* _ASSIGNMENT_: Reproduce the data shown below exactly.
>>>>
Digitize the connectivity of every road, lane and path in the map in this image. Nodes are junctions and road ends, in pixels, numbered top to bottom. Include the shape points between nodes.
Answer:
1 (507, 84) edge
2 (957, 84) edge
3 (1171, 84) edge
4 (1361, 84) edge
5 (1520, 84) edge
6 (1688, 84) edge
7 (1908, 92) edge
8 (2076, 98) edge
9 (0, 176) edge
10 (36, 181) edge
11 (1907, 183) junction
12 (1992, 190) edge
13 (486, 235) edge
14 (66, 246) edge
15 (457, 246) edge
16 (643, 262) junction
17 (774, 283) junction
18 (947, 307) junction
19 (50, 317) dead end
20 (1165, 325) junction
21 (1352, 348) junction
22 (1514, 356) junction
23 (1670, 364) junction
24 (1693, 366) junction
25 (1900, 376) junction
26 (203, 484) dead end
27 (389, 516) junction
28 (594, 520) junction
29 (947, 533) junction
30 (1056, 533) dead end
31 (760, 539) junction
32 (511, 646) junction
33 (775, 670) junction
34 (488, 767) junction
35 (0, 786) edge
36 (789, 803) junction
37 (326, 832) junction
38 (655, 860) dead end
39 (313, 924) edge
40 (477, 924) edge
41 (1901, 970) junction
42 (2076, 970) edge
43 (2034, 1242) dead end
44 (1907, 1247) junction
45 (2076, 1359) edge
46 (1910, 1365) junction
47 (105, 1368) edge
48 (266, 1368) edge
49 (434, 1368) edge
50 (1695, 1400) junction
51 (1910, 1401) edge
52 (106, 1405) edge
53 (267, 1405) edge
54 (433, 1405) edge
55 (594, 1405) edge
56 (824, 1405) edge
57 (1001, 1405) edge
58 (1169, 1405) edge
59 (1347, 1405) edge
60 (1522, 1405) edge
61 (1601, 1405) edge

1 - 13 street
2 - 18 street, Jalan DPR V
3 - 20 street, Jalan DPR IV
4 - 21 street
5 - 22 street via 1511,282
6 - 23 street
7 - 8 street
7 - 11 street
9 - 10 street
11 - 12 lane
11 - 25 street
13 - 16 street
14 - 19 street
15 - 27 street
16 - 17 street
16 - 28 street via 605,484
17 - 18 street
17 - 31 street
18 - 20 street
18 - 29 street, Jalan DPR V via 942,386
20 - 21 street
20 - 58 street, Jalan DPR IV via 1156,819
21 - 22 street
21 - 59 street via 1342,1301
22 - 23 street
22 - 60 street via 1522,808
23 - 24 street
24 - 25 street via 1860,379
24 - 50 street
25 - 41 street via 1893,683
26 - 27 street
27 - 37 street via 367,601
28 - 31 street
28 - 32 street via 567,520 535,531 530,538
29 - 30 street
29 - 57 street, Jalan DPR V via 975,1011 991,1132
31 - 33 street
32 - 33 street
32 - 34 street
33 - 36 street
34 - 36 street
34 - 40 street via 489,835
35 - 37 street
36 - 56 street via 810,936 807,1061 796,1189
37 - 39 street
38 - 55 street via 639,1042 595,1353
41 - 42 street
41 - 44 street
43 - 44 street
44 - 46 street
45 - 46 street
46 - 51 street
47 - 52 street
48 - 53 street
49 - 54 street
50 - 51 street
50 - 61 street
<<<<
* _RESPONSE TO THE EXERCISE_:
Digitize the connectivity of every road, lane and path in the map in this image. Nodes are junctions and road ends, in pixels, numbered top to bottom. Include the shape points between nodes.
Answer:
1 (507, 84) edge
2 (957, 84) edge
3 (1171, 84) edge
4 (1361, 84) edge
5 (1520, 84) edge
6 (1688, 84) edge
7 (1908, 92) edge
8 (2076, 98) edge
9 (0, 176) edge
10 (36, 181) edge
11 (1907, 183) junction
12 (1992, 190) edge
13 (486, 235) edge
14 (66, 246) edge
15 (457, 246) edge
16 (643, 262) junction
17 (774, 283) junction
18 (947, 307) junction
19 (50, 317) dead end
20 (1165, 325) junction
21 (1352, 348) junction
22 (1514, 356) junction
23 (1670, 364) junction
24 (1693, 366) junction
25 (1900, 376) junction
26 (203, 484) dead end
27 (389, 516) junction
28 (594, 520) junction
29 (947, 533) junction
30 (1056, 533) dead end
31 (760, 539) junction
32 (511, 646) junction
33 (775, 670) junction
34 (488, 767) junction
35 (0, 786) edge
36 (789, 803) junction
37 (326, 832) junction
38 (655, 860) dead end
39 (313, 924) edge
40 (477, 924) edge
41 (1901, 970) junction
42 (2076, 970) edge
43 (2034, 1242) dead end
44 (1907, 1247) junction
45 (2076, 1359) edge
46 (1910, 1365) junction
47 (105, 1368) edge
48 (266, 1368) edge
49 (434, 1368) edge
50 (1695, 1400) junction
51 (1910, 1401) edge
52 (106, 1405) edge
53 (267, 1405) edge
54 (433, 1405) edge
55 (594, 1405) edge
56 (824, 1405) edge
57 (1001, 1405) edge
58 (1169, 1405) edge
59 (1347, 1405) edge
60 (1522, 1405) edge
61 (1601, 1405) edge

1 - 13 street
2 - 18 street, Jalan DPR V
3 - 20 street, Jalan DPR IV
4 - 21 street
5 - 22 street via 1511,282
6 - 23 street
7 - 8 street
7 - 11 street
9 - 10 street
11 - 12 lane
11 - 25 street
13 - 16 street
14 - 19 street
15 - 27 street
16 - 17 street
16 - 28 street via 605,484
17 - 18 street
17 - 31 street
18 - 20 street
18 - 29 street, Jalan DPR V via 942,386
20 - 21 street
20 - 58 street, Jalan DPR IV via 1156,819
21 - 22 street
21 - 59 street via 1342,1301
22 - 23 street
22 - 60 street via 1522,808
23 - 24 street
24 - 25 street via 1860,379
24 - 50 street
25 - 41 street via 1893,683
26 - 27 street
27 - 37 street via 367,601
28 - 31 street
28 - 32 street via 567,520 535,531 530,538
29 - 30 street
29 - 57 street, Jalan DPR V via 975,1011 991,1132
31 - 33 street
32 - 33 street
32 - 34 street
33 - 36 street
34 - 36 street
34 - 40 street via 489,835
35 - 37 street
36 - 56 street via 810,936 807,1061 796,1189
37 - 39 street
38 - 55 street via 639,1042 595,1353
41 - 42 street
41 - 44 street
43 - 44 street
44 - 46 street
45 - 46 street
46 - 51 street
47 - 52 street
48 - 53 street
49 - 54 street
50 - 51 street
50 - 61 street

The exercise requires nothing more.